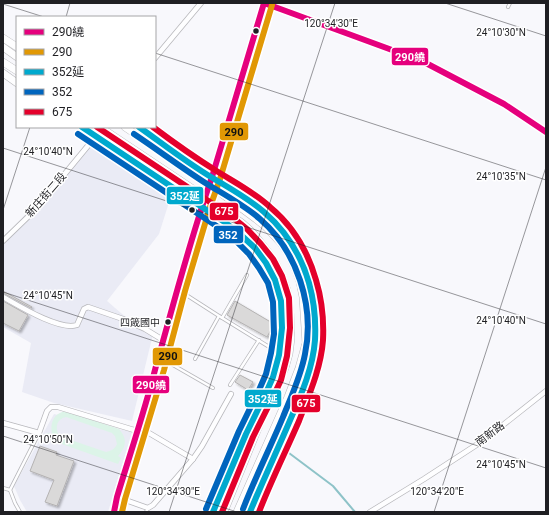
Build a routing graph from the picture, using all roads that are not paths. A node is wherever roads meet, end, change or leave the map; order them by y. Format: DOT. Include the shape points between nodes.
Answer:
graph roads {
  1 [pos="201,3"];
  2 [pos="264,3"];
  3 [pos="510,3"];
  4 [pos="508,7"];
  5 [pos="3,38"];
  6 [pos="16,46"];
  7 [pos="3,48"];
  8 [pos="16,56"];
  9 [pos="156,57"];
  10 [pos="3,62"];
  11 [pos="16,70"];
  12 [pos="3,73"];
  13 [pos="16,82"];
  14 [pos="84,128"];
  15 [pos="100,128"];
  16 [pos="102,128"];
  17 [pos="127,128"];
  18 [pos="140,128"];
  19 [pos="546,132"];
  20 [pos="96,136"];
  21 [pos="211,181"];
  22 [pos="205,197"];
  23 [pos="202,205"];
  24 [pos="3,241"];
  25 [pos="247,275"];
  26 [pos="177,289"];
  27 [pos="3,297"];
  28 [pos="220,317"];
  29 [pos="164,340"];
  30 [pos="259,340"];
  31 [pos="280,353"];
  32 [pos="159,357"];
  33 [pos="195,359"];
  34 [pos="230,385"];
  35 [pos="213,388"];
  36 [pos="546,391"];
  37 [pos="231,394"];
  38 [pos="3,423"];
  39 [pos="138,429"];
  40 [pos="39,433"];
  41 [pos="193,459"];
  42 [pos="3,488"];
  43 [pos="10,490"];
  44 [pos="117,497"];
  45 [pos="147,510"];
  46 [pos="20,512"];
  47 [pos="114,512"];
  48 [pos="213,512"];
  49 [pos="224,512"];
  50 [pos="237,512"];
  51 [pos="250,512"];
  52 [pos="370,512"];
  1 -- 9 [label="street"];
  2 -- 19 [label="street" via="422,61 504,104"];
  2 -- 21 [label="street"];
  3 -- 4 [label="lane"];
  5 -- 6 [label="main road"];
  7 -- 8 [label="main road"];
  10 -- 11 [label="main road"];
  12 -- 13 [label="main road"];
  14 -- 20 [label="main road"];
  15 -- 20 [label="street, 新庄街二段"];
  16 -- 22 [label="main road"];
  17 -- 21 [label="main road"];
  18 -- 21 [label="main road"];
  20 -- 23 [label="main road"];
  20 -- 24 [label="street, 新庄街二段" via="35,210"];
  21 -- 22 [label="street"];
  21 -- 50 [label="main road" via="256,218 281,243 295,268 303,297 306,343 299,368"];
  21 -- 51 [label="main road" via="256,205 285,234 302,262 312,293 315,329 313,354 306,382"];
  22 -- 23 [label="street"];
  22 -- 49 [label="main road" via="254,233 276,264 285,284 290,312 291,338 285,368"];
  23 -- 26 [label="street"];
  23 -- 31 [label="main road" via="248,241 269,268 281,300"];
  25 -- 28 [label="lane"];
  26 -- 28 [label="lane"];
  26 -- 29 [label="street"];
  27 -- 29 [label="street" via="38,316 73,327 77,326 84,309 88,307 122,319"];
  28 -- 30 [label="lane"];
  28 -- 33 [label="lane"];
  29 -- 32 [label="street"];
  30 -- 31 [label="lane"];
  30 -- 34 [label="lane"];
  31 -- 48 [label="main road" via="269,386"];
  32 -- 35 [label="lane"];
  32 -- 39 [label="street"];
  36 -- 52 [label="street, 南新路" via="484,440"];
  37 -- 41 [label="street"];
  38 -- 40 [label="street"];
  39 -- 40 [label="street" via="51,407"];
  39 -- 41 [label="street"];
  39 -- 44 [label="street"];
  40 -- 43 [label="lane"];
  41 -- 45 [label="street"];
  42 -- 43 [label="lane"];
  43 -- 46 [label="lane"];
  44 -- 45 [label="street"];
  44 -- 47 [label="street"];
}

* WHAT TO WORK ON: Your response should contain each line of the entries above that holds the string "graph".

* SOLUTION FOR THIS PROBLEM:
Build a routing graph from the picture, using all roads that are not paths. A node is wherever roads meet, end, change or leave the map; order them by y. Format: DOT. Include the shape points between nodes.
graph roads {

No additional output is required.